(SUPPLIED RECORDS)
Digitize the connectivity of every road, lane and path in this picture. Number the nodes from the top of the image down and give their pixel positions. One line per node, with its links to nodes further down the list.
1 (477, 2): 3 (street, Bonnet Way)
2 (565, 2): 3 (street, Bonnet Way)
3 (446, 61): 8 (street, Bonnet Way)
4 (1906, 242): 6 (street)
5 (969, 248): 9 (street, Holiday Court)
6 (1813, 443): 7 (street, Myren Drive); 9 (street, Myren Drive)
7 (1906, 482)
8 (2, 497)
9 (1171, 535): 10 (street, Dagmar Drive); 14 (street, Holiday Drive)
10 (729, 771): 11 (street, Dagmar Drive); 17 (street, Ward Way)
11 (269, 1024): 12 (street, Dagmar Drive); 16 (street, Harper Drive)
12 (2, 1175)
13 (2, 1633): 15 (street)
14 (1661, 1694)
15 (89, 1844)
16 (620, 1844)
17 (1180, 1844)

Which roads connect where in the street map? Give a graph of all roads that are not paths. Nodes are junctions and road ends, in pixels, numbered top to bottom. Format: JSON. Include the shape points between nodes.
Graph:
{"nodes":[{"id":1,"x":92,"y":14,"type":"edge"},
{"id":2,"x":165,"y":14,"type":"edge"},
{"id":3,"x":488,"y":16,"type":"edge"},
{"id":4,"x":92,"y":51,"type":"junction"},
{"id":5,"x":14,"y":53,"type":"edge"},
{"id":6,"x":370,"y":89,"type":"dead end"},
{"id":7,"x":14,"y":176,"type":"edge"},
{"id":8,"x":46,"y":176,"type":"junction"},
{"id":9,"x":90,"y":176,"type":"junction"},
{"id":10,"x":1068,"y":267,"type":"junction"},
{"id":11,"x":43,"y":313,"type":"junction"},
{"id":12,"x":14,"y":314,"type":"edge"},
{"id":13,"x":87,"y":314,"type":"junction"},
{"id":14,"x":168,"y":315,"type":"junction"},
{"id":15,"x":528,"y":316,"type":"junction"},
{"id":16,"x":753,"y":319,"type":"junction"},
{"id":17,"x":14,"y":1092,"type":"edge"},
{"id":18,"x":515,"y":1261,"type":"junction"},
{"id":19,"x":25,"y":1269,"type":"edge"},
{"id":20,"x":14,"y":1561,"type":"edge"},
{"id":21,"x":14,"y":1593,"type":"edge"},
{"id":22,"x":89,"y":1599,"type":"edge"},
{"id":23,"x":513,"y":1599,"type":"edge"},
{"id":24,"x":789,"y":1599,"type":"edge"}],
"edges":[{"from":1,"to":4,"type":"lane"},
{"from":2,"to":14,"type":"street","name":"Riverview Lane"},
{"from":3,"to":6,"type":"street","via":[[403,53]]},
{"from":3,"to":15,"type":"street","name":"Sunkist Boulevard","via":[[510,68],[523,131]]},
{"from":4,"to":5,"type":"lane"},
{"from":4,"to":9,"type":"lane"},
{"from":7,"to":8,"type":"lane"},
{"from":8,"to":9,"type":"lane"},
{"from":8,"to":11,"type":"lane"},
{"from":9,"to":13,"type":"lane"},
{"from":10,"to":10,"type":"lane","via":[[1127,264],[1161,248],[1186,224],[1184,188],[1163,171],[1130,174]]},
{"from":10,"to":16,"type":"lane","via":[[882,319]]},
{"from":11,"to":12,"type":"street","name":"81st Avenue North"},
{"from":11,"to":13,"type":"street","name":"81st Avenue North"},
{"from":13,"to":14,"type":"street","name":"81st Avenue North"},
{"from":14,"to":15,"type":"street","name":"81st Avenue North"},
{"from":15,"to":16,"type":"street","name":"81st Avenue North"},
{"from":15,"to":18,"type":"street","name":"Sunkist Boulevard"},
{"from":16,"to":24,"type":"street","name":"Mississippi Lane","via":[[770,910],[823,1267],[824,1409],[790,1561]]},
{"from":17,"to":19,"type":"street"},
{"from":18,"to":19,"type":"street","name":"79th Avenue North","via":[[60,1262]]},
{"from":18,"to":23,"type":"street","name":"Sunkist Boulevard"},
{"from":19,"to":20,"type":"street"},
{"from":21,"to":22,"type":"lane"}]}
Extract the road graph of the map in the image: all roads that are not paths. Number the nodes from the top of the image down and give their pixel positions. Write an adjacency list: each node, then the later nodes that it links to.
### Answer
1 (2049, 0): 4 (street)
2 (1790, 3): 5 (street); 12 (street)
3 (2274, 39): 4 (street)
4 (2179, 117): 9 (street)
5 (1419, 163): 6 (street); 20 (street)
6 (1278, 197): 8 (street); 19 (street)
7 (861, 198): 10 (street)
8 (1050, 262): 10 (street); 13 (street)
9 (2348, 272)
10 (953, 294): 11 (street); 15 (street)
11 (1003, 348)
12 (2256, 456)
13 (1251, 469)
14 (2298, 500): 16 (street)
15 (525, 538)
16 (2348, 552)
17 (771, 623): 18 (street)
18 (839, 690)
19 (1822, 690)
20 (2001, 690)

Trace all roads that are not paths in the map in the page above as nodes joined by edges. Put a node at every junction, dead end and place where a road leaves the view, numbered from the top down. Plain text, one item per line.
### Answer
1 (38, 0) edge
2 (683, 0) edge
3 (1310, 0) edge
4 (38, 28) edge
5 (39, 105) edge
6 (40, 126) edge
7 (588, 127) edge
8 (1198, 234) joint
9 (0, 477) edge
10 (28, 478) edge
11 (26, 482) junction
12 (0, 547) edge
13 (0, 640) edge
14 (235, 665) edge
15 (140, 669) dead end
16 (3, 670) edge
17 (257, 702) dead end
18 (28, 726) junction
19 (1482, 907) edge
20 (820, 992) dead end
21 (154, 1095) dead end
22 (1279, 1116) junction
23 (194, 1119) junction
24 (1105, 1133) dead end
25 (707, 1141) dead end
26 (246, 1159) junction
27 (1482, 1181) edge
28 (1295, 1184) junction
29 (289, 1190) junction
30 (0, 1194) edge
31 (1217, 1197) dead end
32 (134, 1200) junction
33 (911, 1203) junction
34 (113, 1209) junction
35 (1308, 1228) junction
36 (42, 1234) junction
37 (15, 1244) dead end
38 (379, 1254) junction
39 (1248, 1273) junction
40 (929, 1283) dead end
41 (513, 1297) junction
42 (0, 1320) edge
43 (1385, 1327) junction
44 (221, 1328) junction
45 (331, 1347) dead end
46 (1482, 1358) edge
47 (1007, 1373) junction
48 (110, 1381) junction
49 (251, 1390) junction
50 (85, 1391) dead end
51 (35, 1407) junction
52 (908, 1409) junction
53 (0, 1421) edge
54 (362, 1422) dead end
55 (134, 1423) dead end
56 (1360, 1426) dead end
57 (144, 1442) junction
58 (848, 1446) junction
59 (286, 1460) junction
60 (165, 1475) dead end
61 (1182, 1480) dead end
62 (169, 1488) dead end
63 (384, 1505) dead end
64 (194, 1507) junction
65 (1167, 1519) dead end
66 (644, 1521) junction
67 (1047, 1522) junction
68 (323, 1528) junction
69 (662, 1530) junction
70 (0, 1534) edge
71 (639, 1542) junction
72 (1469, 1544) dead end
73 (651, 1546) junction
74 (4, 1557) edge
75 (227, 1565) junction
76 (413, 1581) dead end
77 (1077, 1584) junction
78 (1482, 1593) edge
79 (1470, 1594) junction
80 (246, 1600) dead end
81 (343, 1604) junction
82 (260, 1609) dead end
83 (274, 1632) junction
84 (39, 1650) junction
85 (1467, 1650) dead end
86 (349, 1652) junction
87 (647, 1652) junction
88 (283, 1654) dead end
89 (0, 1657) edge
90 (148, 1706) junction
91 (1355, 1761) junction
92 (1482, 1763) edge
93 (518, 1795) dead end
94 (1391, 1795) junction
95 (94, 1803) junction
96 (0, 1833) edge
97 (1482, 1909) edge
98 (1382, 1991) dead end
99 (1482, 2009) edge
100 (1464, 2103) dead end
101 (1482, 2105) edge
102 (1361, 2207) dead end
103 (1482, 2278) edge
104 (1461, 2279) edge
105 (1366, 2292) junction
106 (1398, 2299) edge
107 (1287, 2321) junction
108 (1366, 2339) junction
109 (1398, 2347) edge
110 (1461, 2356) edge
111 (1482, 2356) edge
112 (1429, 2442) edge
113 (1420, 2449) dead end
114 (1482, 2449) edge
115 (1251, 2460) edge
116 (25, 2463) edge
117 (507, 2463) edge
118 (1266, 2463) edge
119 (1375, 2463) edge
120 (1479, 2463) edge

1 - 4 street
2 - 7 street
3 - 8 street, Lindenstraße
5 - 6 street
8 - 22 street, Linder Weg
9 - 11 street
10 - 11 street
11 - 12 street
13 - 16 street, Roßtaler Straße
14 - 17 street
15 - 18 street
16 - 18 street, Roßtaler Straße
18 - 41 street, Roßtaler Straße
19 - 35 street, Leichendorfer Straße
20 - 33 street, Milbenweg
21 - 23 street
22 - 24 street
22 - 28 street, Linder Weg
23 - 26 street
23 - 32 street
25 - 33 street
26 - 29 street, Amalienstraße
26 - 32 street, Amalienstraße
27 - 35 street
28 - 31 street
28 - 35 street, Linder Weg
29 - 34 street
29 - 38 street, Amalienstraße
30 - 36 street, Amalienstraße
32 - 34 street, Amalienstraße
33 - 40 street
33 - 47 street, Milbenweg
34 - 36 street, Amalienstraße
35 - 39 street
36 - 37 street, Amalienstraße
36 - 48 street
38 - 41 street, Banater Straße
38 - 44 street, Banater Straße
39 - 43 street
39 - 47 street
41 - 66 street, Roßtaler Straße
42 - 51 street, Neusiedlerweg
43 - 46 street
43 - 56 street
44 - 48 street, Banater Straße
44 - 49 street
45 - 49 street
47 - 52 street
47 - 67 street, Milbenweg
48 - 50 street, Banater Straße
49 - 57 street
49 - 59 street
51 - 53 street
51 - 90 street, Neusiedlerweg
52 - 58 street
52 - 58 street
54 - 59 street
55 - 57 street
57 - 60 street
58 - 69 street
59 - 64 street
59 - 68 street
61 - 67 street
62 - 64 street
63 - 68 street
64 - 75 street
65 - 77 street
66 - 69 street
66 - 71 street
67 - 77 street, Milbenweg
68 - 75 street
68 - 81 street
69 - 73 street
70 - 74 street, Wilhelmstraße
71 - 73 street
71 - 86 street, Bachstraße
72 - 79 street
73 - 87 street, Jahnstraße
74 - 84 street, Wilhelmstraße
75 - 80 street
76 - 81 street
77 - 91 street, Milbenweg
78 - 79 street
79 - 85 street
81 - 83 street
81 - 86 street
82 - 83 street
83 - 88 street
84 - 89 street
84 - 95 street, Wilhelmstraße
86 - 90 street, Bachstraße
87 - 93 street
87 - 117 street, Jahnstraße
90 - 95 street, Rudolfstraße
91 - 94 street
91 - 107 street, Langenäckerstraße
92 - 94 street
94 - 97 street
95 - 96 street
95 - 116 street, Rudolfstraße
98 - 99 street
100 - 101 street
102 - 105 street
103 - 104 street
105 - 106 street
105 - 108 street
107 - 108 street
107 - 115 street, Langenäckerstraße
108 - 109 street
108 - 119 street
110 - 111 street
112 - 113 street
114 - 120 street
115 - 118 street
(End SUPPLIED RECORDS)
**TASK PROMPT**
Look over the listing and say how many lines hold the string "Holiday". Nothing but the number is needed.

**OUTPUT**
2